Morrison, 561 U.S. at 266-67 (citation omitted; emphasis added). "With regard to securities not registered on domestic exchanges," the Court concluded, the statute's "exclusive focus [is] on domestic purchases and sales." Id. at 268 (emphases in original). "Not deception alone, but deception with respect to certain purchases or sales is necessary for a violation of the statute." Id. at 272.
The Court also "reject[ed] the notion that the Exchange Act reaches conduct in this country affecting exchanges or transactions abroad" because "[t]he probability of incompatibility with the applicable laws of other countries is so obvious that if Congress intended such foreign application 'it would have addressed the subject of conflicts with foreign laws and procedures.'" Id. at 269 (quoting Aramco, 499 U.S. at 256). The Court observed that securities "regulation[s] of other countries often differ from ours as to what constitutes fraud, what disclosures must be made, what damages are recoverable, . . . and many other matters." Id. And it predicted that "[t]he transactional test we have adopted--whether the purchase or sale is made in the United States, or involves a security listed on a domestic exchange"--would avoid "the interference with foreign securities regulation that application of § 10(b) abroad would produce." Id. at 269-70.
Under Morrison, then, "[s]ection 10(b) reaches the use of a manipulative or deceptive device or contrivance only in connection with the purchase or sale of a security listed on an American stock exchange, and the purchase or sale of any other security in the United States."11 Id. at 273. Because that case "involve[d] no securities listed on a domestic exchange, and all aspects of the purchases complained of by [the plaintiffs] . . . occurred outside the United States," the Court affirmed the dismissal of the complaint. Id.
11 In response to Morrison, Congress amended the securities acts to provide that
[t]he district courts of the United States . . . shall have jurisdiction of an action or proceeding brought or instituted by the Commission or the United States alleging a violation of the antifraud provisions of this chapter involving-- (1) conduct within the United States that constitutes significant steps in furtherance of the violation, even if the securities transaction occurs outside the United States and involves only foreign investors; or (2) conduct occurring outside the United States that has a foreseeable substantial effect within the United States.
15 U.S.C. § 78aa(b); id. § 77v(c) (extending jurisdiction of suits brought under § 17(a) of the Securities Act of 1933 in the same fashion). The import of this amendment is unclear, however, because Morrison itself explicitly held that the Court there had jurisdiction to decide the case under the version of § 78aa then in force, even if the presumption against extraterritoriality meant that the plaintiffs failed on the merits.

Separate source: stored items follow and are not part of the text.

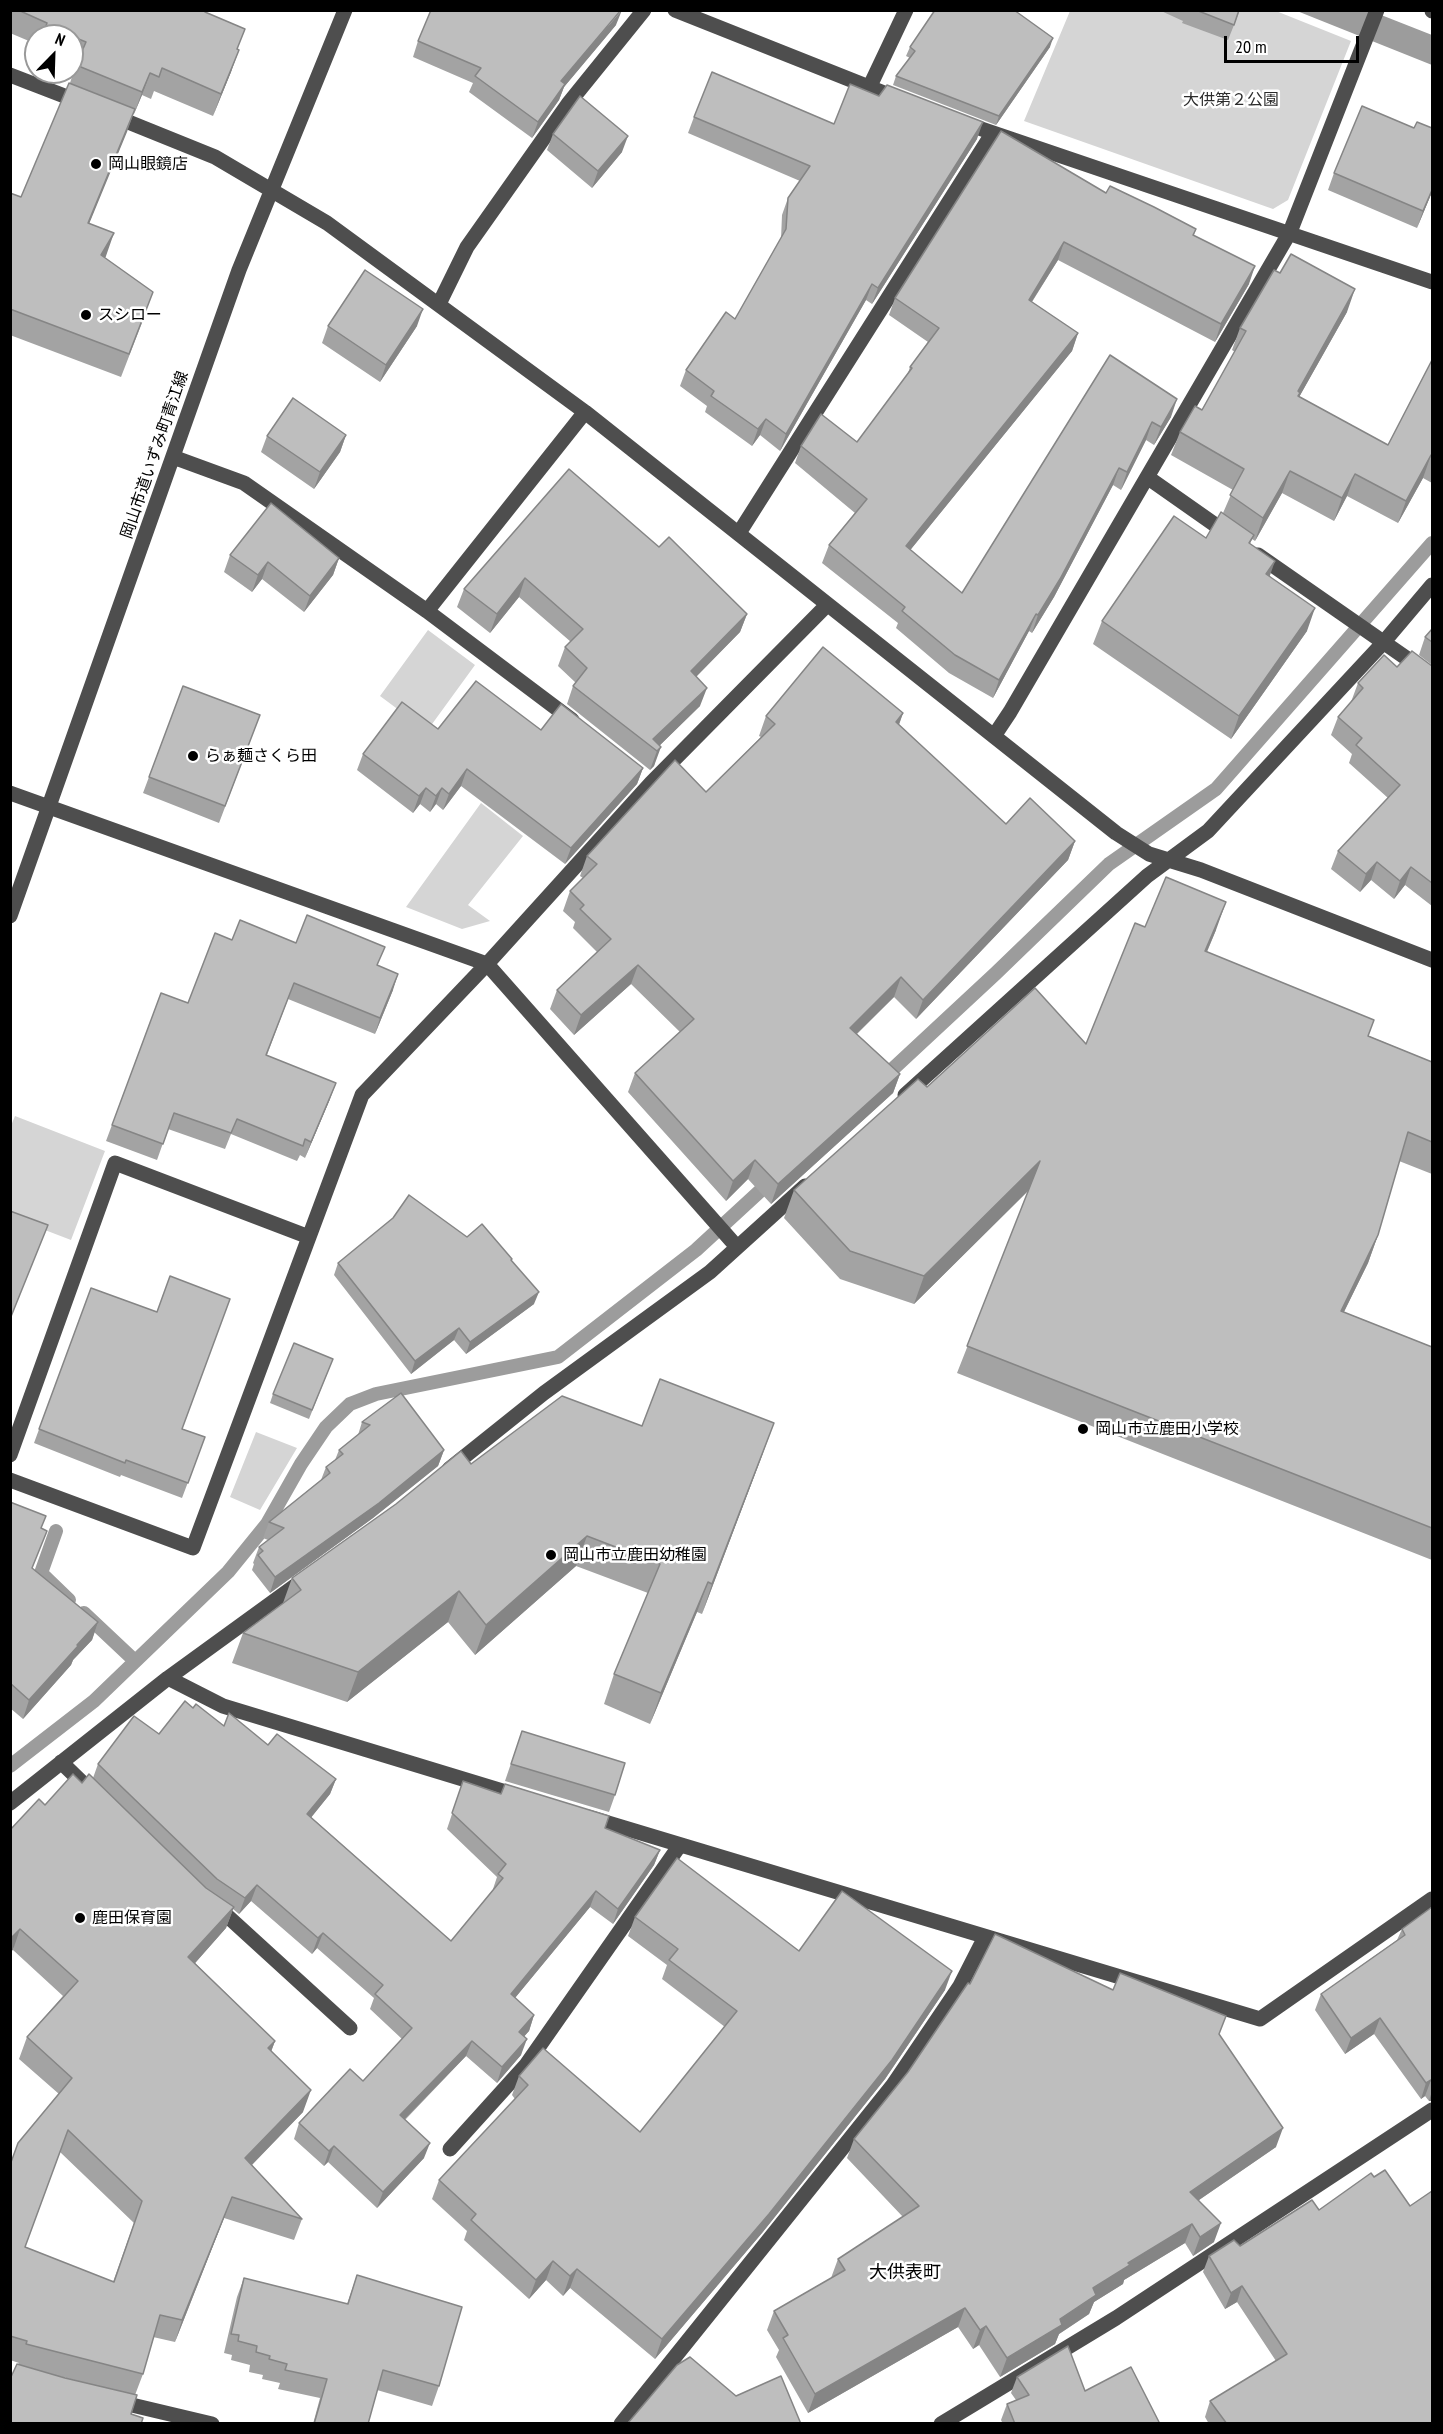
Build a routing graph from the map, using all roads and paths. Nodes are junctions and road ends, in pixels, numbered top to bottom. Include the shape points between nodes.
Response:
1 (345, 10) edge
2 (644, 10) edge
3 (675, 10) edge
4 (906, 10) edge
5 (1377, 10) edge
6 (10, 75) edge
7 (869, 88) junction
8 (913, 105) edge
9 (947, 117) edge
10 (992, 134) junction
11 (271, 190) junction
12 (1290, 232) junction
13 (1432, 282) edge
14 (439, 304) junction
15 (585, 412) junction
16 (173, 457) junction
17 (1147, 477) junction
18 (739, 533) junction
19 (1432, 585) edge
20 (827, 605) junction
21 (427, 611) junction
22 (1383, 643) junction
23 (1432, 676) edge
24 (587, 731) edge
25 (994, 736) junction
26 (10, 793) edge
27 (50, 808) junction
28 (1166, 860) junction
29 (10, 916) edge
30 (1432, 960) edge
31 (487, 964) junction
32 (894, 1105) edge
33 (816, 1176) edge
34 (309, 1237) junction
35 (733, 1243) junction
36 (10, 1455) edge
37 (10, 1480) edge
38 (434, 1482) edge
39 (312, 1574) edge
40 (168, 1678) junction
41 (61, 1762) junction
42 (531, 1800) edge
43 (10, 1803) edge
44 (104, 1803) edge
45 (577, 1814) edge
46 (680, 1845) junction
47 (1432, 1899) edge
48 (205, 1902) edge
49 (985, 1937) junction
50 (350, 2028) dead end
51 (1432, 2110) edge
52 (450, 2149) dead end
53 (103, 2398) edge
54 (189, 2421) edge
55 (212, 2424) edge
56 (621, 2424) edge
57 (941, 2424) edge

1 - 11 street, 岡山市道いずみ町青江線
2 - 14 street via 568,104 467,247
3 - 7 street
4 - 7 street
5 - 12 street
6 - 11 street via 215,156
7 - 8 street
9 - 10 street
10 - 12 street
10 - 18 street
11 - 14 street via 327,223
11 - 16 street, 岡山市道いずみ町青江線
12 - 13 street
12 - 17 street
14 - 15 street
15 - 18 street
15 - 21 street
16 - 21 street via 244,483
16 - 27 street, 岡山市道いずみ町青江線
17 - 22 street
17 - 25 street
18 - 20 street
19 - 22 street
20 - 25 street
20 - 31 street via 647,779
21 - 24 street
22 - 23 street
22 - 28 street via 1208,831
25 - 28 street via 1116,833
26 - 27 street
27 - 29 street, 岡山市道いずみ町青江線
27 - 31 street
28 - 30 street
28 - 32 street
31 - 34 street via 362,1095
31 - 35 street
33 - 35 street
34 - 36 street via 115,1163
34 - 37 street via 193,1548
35 - 38 street via 710,1272 544,1393
39 - 40 street
40 - 41 street
40 - 42 street via 223,1706
41 - 43 street
41 - 44 street
45 - 46 street
46 - 49 street
46 - 52 street via 526,2065
47 - 49 street via 1260,2019
48 - 50 street via 224,1913
49 - 56 street via 960,1986 893,2085
51 - 57 street via 1116,2318
53 - 54 street
54 - 55 street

See Morrison v. Nat'l Austl. Bank Ltd., 561 U.S. 247, 253-54 (2010).
2. Absolute Activist. After Morrison, but while the instant appeal was pending, this Court decided Absolute Activist. That appeal required us to "determine under what circumstances the purchase or sale of a security that is not listed on a domestic exchange should be considered 'domestic' within the meaning of Morrison." Absolute Activist, 677 F.3d at 66-67. The plaintiffs, nine Cayman Islands-based hedge funds, bought shares in companies incorporated in the United States, whose shares traded only over-the-counter, directly from those companies. Id. at 63. The district court dismissed the complaint on the grounds that the allegations, including the foreign identity of the purchasers, did not state a domestic claim in light of Morrison. Id. at 65.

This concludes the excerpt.